Empiezan las dedicatorias, muchas caras conocidas para mí aunque yo haya sido una incógnita para ellos hasta esa tarde. Las palabras fluyen fácilmente cuando los ojos que te miran irradian cariño.

Y salimos a un extraño frío murciano. Nos vamos de tapeo a El Palco y descubro las «marineras» y los «caballitos», mientras conversamos con Jesús, con Pedro, con Anamary que es todo alegría, con Alfonso que emigró por amor, con Maruja que me habló de ese club de lectura de Pulpí, al que le hice una promesa que cumpliré, como intento hacer con todas las que hago. Nos quemamos el paladar con el «croquetón» y nos arden los labios con las patatas bravas, pero nadie quiere dejar de hablar ¡teníamos tanto que decirnos sin saberlo!

Ana Laura me hace un regalo que todavía no sé qué significa -«pregúntale a Enrique», me dice ella antes de marcharse-, pero que, estoy segura, voy a conservar para siempre.

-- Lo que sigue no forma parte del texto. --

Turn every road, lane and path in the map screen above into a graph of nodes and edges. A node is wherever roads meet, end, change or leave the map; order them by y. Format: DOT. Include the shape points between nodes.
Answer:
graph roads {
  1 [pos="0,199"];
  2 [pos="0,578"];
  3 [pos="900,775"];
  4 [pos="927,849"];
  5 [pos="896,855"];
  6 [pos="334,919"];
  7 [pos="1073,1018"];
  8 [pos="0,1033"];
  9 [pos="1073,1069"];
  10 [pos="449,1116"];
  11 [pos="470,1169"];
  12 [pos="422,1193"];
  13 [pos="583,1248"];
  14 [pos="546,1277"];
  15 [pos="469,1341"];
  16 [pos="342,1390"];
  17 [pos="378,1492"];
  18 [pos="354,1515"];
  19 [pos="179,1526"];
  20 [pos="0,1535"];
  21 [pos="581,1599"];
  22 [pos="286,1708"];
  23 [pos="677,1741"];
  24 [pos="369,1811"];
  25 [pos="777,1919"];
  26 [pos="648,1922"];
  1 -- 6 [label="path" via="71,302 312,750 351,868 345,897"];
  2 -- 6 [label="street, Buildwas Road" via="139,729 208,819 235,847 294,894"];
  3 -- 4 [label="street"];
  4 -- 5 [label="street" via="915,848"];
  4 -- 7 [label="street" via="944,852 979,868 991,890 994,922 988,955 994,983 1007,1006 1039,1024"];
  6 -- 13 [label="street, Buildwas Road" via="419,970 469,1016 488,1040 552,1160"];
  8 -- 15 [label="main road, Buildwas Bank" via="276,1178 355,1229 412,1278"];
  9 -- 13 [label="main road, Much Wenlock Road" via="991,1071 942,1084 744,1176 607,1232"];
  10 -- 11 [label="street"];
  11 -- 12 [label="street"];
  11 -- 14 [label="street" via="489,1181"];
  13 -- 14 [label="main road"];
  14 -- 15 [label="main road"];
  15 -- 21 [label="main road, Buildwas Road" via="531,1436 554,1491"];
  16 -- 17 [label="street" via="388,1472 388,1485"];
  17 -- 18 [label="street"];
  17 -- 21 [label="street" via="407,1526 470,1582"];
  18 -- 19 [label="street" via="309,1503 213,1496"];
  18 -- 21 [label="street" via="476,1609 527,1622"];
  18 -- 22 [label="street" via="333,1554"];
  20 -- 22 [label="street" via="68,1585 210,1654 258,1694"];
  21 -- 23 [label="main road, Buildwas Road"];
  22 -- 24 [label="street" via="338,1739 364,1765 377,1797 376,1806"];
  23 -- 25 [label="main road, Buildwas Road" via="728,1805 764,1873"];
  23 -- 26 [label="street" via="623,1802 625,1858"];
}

El grupo se reduce y llegan las copas. Y conozco por fin a la persona para la que, sin saberlo, he escrito la novela. Me habla de una escena. De las pocas que recuerdo haber escrito del tirón, de las que menos retocamos si es que llegamos a hacerlo, aunque eso no se lo digo. No lo contaba todo -ninguna escena de la novela lo hace-, ella debía rellenar los huecos y lo hizo con la misma sustancia con la que yo la había escrito. Puso su alma y logró que todo encajase, exactamente igual que soñé que alguna vez, alguien desconocido podía hacerlo. Y llegaron las lágrimas -«J’aimais jusqu’à ses pleurs que je faisais couler«, dijo Racine- y el abrazo y el poner palabras al milagro que acabábamos de vivir.

El día fue largo y ya en el hotel noté el agotamiento y caí rendida en la cama.

El sábado amaneció suavemente. Desayunando, leí un mensaje escueto del hombre que sabe decirlo todo con dos palabras y contesté como pude, embotada como tenía la cabeza con tanto cariño del que se regala sin alharacas, del que no se despide nunca, sino que se empeña en que todo sea un comienzo, del que te da la gente que está convencida de que te lo mereces, sea o no sea eso verdad.

En el paseo de la mañana fui desobediente y no acudí a museos ni a sitios emblemáticos, sino que decidí pasear por las calles del casco antiguo, volví a la Capilla de la Soledad y al Café Lab, compré en Salzillo el té de especias que estoy tomando ahora, porque me resisto a dejar del todo la ciudad que tanto me ha dado sin saberlo. Me perdí y pregunté y se volvió a repetir la historia, esta vez con una madre y una hija: «no te preocupes, si vamos de rebajas, ya ves qué urgencia…» y me dejaron en la puerta de «La peladilla» que era el sitio que me habían recomendado en el hotel para comprar los «cordiales» que probamos anoche en casa y tomaremos hoy con el café.

Y todavía tuve tiempo para encontrarme en la estación a un murciano que ama Barcelona. Venía de recorrer Sudamérica con su mochila al hombro y partía en mi mismo tren. Me pidió que le hiciese una foto para su álbum de viajes. «¿Y tú cómo es que has venido a Murcia?». Le conté que había presentado una novela. «¡Ya decía yo que tenías pinta de escritora!». Subimos cada uno a nuestro vagón deseándonos buena suerte.

El tren partió y me embargó una tristeza de la que solo me salvaron los abrazos que me esperaban en casa.

No vayáis nunca a Murcia, hacedme caso, no corráis ese riesgo.

No se os ocurra ir, sed prudentes, dejad que la ignorancia os libre de esta nostalgia.